Collected data
- Opening Delimiter -
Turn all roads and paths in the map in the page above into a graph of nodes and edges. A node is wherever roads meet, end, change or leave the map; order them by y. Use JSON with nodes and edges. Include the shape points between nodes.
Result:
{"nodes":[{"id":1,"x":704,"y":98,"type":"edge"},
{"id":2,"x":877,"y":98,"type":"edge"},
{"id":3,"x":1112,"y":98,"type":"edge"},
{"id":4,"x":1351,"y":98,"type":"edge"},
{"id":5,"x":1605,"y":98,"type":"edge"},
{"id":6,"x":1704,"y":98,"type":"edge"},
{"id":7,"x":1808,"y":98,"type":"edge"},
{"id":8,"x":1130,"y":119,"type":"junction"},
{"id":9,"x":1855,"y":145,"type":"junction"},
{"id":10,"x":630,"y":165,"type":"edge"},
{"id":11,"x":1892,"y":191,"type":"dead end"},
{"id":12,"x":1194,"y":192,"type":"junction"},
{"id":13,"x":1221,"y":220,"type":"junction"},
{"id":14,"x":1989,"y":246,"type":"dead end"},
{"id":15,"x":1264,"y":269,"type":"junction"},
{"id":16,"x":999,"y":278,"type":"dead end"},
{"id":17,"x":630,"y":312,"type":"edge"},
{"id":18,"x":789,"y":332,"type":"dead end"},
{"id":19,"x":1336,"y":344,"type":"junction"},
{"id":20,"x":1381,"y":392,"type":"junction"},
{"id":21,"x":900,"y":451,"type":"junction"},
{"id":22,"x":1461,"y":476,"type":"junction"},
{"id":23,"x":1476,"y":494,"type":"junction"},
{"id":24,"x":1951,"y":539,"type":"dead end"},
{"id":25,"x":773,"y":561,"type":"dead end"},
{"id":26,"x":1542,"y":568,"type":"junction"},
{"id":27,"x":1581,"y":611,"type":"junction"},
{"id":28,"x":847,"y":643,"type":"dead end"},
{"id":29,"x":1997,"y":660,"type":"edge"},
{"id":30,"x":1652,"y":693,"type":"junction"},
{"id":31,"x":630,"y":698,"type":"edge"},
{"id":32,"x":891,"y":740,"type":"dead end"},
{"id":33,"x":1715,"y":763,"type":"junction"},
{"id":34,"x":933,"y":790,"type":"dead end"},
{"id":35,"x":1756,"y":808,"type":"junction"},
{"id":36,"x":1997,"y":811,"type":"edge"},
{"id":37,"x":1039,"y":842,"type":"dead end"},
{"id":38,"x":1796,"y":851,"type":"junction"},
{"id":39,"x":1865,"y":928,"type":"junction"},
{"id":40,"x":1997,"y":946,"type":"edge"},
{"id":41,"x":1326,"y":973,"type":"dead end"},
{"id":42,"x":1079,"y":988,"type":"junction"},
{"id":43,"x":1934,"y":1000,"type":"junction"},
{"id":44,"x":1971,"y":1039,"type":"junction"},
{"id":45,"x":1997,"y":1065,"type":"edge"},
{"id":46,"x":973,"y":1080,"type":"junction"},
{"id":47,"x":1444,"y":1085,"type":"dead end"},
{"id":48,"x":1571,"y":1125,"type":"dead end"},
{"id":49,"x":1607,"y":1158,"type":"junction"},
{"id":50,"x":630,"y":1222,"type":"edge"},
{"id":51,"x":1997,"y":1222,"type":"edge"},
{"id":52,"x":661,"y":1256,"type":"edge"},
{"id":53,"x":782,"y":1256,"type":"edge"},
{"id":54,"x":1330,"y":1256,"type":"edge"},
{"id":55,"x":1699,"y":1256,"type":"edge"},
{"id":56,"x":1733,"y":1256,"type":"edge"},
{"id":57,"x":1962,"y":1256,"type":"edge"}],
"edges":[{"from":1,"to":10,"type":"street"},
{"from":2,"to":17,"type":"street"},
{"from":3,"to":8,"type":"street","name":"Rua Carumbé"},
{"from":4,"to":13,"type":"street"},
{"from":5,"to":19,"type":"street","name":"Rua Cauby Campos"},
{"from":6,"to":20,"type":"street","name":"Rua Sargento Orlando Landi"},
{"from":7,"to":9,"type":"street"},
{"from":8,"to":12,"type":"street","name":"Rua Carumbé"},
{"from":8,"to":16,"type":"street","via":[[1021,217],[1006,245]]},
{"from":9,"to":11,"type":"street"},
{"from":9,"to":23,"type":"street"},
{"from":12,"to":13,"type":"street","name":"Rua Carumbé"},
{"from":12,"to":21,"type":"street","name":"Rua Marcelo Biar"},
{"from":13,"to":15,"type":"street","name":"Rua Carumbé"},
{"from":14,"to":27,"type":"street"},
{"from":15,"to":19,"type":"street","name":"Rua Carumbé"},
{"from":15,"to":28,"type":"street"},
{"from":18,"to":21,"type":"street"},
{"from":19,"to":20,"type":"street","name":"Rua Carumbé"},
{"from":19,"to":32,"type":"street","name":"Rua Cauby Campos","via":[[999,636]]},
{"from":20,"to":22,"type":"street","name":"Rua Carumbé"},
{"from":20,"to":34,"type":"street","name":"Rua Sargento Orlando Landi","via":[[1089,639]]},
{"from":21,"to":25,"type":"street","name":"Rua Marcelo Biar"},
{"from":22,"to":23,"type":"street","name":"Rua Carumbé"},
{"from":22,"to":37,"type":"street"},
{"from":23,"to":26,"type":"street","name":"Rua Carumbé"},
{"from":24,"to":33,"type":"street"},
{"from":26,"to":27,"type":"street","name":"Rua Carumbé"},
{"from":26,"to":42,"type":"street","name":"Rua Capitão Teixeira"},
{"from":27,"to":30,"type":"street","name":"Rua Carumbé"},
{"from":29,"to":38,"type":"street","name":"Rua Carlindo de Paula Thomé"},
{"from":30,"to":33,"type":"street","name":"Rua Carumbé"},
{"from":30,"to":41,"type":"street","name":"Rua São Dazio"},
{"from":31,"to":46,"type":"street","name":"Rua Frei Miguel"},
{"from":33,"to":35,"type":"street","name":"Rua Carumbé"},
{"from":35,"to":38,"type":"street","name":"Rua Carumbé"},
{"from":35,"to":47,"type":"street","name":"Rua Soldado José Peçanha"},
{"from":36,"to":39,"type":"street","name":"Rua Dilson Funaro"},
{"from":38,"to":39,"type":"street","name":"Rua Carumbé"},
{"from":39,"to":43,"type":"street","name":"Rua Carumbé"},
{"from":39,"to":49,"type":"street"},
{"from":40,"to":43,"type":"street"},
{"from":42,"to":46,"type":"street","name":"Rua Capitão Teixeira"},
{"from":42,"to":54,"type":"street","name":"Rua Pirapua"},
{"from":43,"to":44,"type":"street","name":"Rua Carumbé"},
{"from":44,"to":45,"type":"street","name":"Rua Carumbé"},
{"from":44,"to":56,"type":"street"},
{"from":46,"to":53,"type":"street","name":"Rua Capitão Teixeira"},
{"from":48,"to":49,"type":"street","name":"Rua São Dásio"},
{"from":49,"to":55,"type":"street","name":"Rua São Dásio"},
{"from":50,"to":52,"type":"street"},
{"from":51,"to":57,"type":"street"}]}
- Closing Delimiter -
● ACTIVITY
Your task is to retype all of the lines above exactly.

● RESPONSE TO THE EXERCISE
Turn all roads and paths in the map in the page above into a graph of nodes and edges. A node is wherever roads meet, end, change or leave the map; order them by y. Use JSON with nodes and edges. Include the shape points between nodes.
Result:
{"nodes":[{"id":1,"x":704,"y":98,"type":"edge"},
{"id":2,"x":877,"y":98,"type":"edge"},
{"id":3,"x":1112,"y":98,"type":"edge"},
{"id":4,"x":1351,"y":98,"type":"edge"},
{"id":5,"x":1605,"y":98,"type":"edge"},
{"id":6,"x":1704,"y":98,"type":"edge"},
{"id":7,"x":1808,"y":98,"type":"edge"},
{"id":8,"x":1130,"y":119,"type":"junction"},
{"id":9,"x":1855,"y":145,"type":"junction"},
{"id":10,"x":630,"y":165,"type":"edge"},
{"id":11,"x":1892,"y":191,"type":"dead end"},
{"id":12,"x":1194,"y":192,"type":"junction"},
{"id":13,"x":1221,"y":220,"type":"junction"},
{"id":14,"x":1989,"y":246,"type":"dead end"},
{"id":15,"x":1264,"y":269,"type":"junction"},
{"id":16,"x":999,"y":278,"type":"dead end"},
{"id":17,"x":630,"y":312,"type":"edge"},
{"id":18,"x":789,"y":332,"type":"dead end"},
{"id":19,"x":1336,"y":344,"type":"junction"},
{"id":20,"x":1381,"y":392,"type":"junction"},
{"id":21,"x":900,"y":451,"type":"junction"},
{"id":22,"x":1461,"y":476,"type":"junction"},
{"id":23,"x":1476,"y":494,"type":"junction"},
{"id":24,"x":1951,"y":539,"type":"dead end"},
{"id":25,"x":773,"y":561,"type":"dead end"},
{"id":26,"x":1542,"y":568,"type":"junction"},
{"id":27,"x":1581,"y":611,"type":"junction"},
{"id":28,"x":847,"y":643,"type":"dead end"},
{"id":29,"x":1997,"y":660,"type":"edge"},
{"id":30,"x":1652,"y":693,"type":"junction"},
{"id":31,"x":630,"y":698,"type":"edge"},
{"id":32,"x":891,"y":740,"type":"dead end"},
{"id":33,"x":1715,"y":763,"type":"junction"},
{"id":34,"x":933,"y":790,"type":"dead end"},
{"id":35,"x":1756,"y":808,"type":"junction"},
{"id":36,"x":1997,"y":811,"type":"edge"},
{"id":37,"x":1039,"y":842,"type":"dead end"},
{"id":38,"x":1796,"y":851,"type":"junction"},
{"id":39,"x":1865,"y":928,"type":"junction"},
{"id":40,"x":1997,"y":946,"type":"edge"},
{"id":41,"x":1326,"y":973,"type":"dead end"},
{"id":42,"x":1079,"y":988,"type":"junction"},
{"id":43,"x":1934,"y":1000,"type":"junction"},
{"id":44,"x":1971,"y":1039,"type":"junction"},
{"id":45,"x":1997,"y":1065,"type":"edge"},
{"id":46,"x":973,"y":1080,"type":"junction"},
{"id":47,"x":1444,"y":1085,"type":"dead end"},
{"id":48,"x":1571,"y":1125,"type":"dead end"},
{"id":49,"x":1607,"y":1158,"type":"junction"},
{"id":50,"x":630,"y":1222,"type":"edge"},
{"id":51,"x":1997,"y":1222,"type":"edge"},
{"id":52,"x":661,"y":1256,"type":"edge"},
{"id":53,"x":782,"y":1256,"type":"edge"},
{"id":54,"x":1330,"y":1256,"type":"edge"},
{"id":55,"x":1699,"y":1256,"type":"edge"},
{"id":56,"x":1733,"y":1256,"type":"edge"},
{"id":57,"x":1962,"y":1256,"type":"edge"}],
"edges":[{"from":1,"to":10,"type":"street"},
{"from":2,"to":17,"type":"street"},
{"from":3,"to":8,"type":"street","name":"Rua Carumbé"},
{"from":4,"to":13,"type":"street"},
{"from":5,"to":19,"type":"street","name":"Rua Cauby Campos"},
{"from":6,"to":20,"type":"street","name":"Rua Sargento Orlando Landi"},
{"from":7,"to":9,"type":"street"},
{"from":8,"to":12,"type":"street","name":"Rua Carumbé"},
{"from":8,"to":16,"type":"street","via":[[1021,217],[1006,245]]},
{"from":9,"to":11,"type":"street"},
{"from":9,"to":23,"type":"street"},
{"from":12,"to":13,"type":"street","name":"Rua Carumbé"},
{"from":12,"to":21,"type":"street","name":"Rua Marcelo Biar"},
{"from":13,"to":15,"type":"street","name":"Rua Carumbé"},
{"from":14,"to":27,"type":"street"},
{"from":15,"to":19,"type":"street","name":"Rua Carumbé"},
{"from":15,"to":28,"type":"street"},
{"from":18,"to":21,"type":"street"},
{"from":19,"to":20,"type":"street","name":"Rua Carumbé"},
{"from":19,"to":32,"type":"street","name":"Rua Cauby Campos","via":[[999,636]]},
{"from":20,"to":22,"type":"street","name":"Rua Carumbé"},
{"from":20,"to":34,"type":"street","name":"Rua Sargento Orlando Landi","via":[[1089,639]]},
{"from":21,"to":25,"type":"street","name":"Rua Marcelo Biar"},
{"from":22,"to":23,"type":"street","name":"Rua Carumbé"},
{"from":22,"to":37,"type":"street"},
{"from":23,"to":26,"type":"street","name":"Rua Carumbé"},
{"from":24,"to":33,"type":"street"},
{"from":26,"to":27,"type":"street","name":"Rua Carumbé"},
{"from":26,"to":42,"type":"street","name":"Rua Capitão Teixeira"},
{"from":27,"to":30,"type":"street","name":"Rua Carumbé"},
{"from":29,"to":38,"type":"street","name":"Rua Carlindo de Paula Thomé"},
{"from":30,"to":33,"type":"street","name":"Rua Carumbé"},
{"from":30,"to":41,"type":"street","name":"Rua São Dazio"},
{"from":31,"to":46,"type":"street","name":"Rua Frei Miguel"},
{"from":33,"to":35,"type":"street","name":"Rua Carumbé"},
{"from":35,"to":38,"type":"street","name":"Rua Carumbé"},
{"from":35,"to":47,"type":"street","name":"Rua Soldado José Peçanha"},
{"from":36,"to":39,"type":"street","name":"Rua Dilson Funaro"},
{"from":38,"to":39,"type":"street","name":"Rua Carumbé"},
{"from":39,"to":43,"type":"street","name":"Rua Carumbé"},
{"from":39,"to":49,"type":"street"},
{"from":40,"to":43,"type":"street"},
{"from":42,"to":46,"type":"street","name":"Rua Capitão Teixeira"},
{"from":42,"to":54,"type":"street","name":"Rua Pirapua"},
{"from":43,"to":44,"type":"street","name":"Rua Carumbé"},
{"from":44,"to":45,"type":"street","name":"Rua Carumbé"},
{"from":44,"to":56,"type":"street"},
{"from":46,"to":53,"type":"street","name":"Rua Capitão Teixeira"},
{"from":48,"to":49,"type":"street","name":"Rua São Dásio"},
{"from":49,"to":55,"type":"street","name":"Rua São Dásio"},
{"from":50,"to":52,"type":"street"},
{"from":51,"to":57,"type":"street"}]}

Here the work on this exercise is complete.